Multiplying Numpy/Scipy Sparse and Dense Matrices Efficiently

The reason the dot product runs into memory issues when computing r = dot(C,Y) is because numpy's dot function does not have native support for handling sparse matrices. What is happening is numpy thinks of the sparse matrix C as a python object, and not a numpy array. If you inspect on small scale you can see the problem first hand:

>>> from numpy import dot, array
>>> from scipy import sparse
>>> Y = array([[1,2],[3,4]])
>>> C = sparse.csr_matrix(array([[1,0], [0,2]]))
>>> dot(C,Y)
array([[  (0, 0)    1
  (1, 1)    2,   (0, 0) 2
  (1, 1)    4],
  [  (0, 0) 3
  (1, 1)    6,   (0, 0) 4
  (1, 1)    8]], dtype=object)

Clearly the above is not the result you are interested in. Instead what you want to do is compute using scipy's sparse.csr_matrix.dot function:

r = sparse.csr_matrix.dot(C, Y)

or more compactly

r = C.dot(Y)

Try:

import numpy as np
from scipy import sparse

f = 100
n = 300000

Y = np.random.rand(n, f)
Cdiag = np.random.rand(n) # diagonal of C
Cdiag[np.random.rand(n) < 0.99] = 0

# Compute Y.T * C * Y, skipping zero elements
mask = np.flatnonzero(Cdiag)
Cskip = Cdiag[mask]

def ytcy_fast(Y):
    Yskip = Y[mask,:]
    CY = Cskip[:,None] * Yskip  # broadcasting
    return Yskip.T.dot(CY)

%timeit ytcy_fast(Y)

# For comparison: all-sparse matrices
C_sparse = sparse.spdiags([Cdiag], [0], n, n)
Y_sparse = sparse.csr_matrix(Y)
%timeit Y_sparse.T.dot(C_sparse * Y_sparse)

My timings:

In [59]: %timeit ytcy_fast(Y)
100 loops, best of 3: 16.1 ms per loop

In [18]: %timeit Y_sparse.T.dot(C_sparse * Y_sparse)
1 loops, best of 3: 282 ms per loop

First, are you really sure you need to perform a full matrix inversion in your problem ? Most of the time, one only really need to compute x = A^-1 y which is a much easier problem to solve.
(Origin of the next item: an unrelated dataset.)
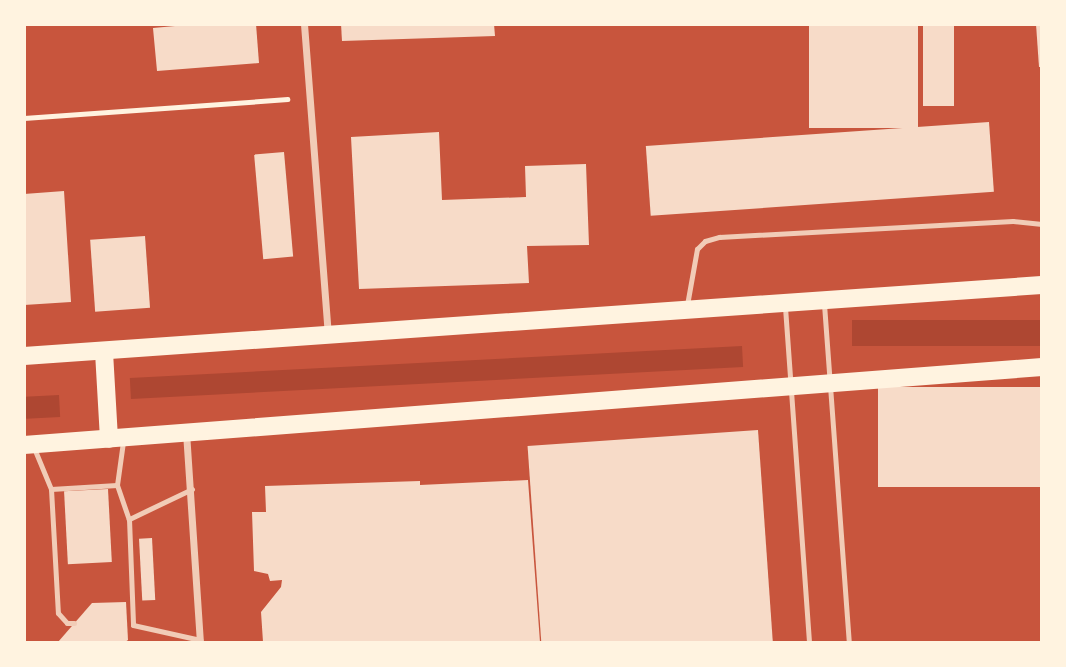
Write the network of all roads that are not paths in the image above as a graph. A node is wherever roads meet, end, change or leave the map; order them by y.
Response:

If this is really so, I would consider computing an approximation of the inverse matrix instead of the full matrix inversion. Since matrix inversion is really costly. See for example the Lanczos algorithm for an efficient approximation of the inverse matrix. The approximation can be stored sparsely as a bonus. Plus, it requires only matrix-vector operations so you don't even have to store the full matrix to inverse.

As an alternative, using pyoperators, you can also use to .todense method to compute the matrix to inverse using efficient matrix vector operations. There is a special sparse container for diagonal matrices.

For an implementation of the Lanczos algorithm, you can have a look at pyoperators (disclaimer: I am one of the coauthor of this piece of software).